**Data in this exercise:**
____________

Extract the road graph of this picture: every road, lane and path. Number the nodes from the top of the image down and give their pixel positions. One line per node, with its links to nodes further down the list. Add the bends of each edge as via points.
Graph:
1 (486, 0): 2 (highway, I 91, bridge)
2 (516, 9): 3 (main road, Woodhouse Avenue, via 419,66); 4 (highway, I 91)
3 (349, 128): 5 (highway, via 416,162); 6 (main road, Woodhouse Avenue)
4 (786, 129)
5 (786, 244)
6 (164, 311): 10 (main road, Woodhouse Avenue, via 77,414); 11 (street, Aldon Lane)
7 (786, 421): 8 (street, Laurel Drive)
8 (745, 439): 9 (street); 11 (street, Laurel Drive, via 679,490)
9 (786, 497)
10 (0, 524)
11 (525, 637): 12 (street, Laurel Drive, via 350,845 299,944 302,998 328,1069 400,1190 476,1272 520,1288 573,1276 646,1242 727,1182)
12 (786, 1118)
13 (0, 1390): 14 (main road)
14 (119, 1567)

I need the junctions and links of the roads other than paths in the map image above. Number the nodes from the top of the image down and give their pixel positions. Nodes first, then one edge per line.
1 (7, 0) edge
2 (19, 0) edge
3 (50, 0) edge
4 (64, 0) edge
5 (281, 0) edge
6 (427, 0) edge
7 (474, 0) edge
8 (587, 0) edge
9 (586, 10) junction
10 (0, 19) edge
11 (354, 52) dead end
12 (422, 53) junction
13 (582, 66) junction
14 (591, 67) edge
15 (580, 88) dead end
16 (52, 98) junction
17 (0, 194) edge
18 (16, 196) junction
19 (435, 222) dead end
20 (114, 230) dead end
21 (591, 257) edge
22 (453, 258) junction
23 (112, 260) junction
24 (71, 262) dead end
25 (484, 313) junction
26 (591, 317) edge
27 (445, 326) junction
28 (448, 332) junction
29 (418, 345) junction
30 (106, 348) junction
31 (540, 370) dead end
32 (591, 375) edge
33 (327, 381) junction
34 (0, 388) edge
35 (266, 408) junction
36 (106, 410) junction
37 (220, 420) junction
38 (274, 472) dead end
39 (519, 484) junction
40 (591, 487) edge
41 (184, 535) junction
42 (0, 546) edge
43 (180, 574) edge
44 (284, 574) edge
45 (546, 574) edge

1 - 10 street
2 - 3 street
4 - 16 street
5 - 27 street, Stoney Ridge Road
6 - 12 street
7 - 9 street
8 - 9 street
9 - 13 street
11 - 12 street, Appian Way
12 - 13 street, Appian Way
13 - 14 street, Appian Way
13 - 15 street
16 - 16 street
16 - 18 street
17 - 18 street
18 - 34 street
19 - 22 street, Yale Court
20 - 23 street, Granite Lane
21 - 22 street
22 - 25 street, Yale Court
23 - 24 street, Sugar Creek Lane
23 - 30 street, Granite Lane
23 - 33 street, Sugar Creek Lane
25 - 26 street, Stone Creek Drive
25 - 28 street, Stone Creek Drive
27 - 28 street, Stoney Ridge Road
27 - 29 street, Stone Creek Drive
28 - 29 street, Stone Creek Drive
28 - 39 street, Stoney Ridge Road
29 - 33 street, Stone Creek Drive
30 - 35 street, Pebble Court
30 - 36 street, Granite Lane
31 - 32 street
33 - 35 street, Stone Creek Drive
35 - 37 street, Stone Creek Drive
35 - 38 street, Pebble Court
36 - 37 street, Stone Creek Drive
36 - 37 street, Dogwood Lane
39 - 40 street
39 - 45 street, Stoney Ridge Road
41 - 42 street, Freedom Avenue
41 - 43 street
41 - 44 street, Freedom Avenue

____________

**Problem description:** Which lines in the records above contain the word "Court"? Return each of them.

**Written answer:**
19 - 22 street, Yale Court
22 - 25 street, Yale Court
30 - 35 street, Pebble Court
35 - 38 street, Pebble Court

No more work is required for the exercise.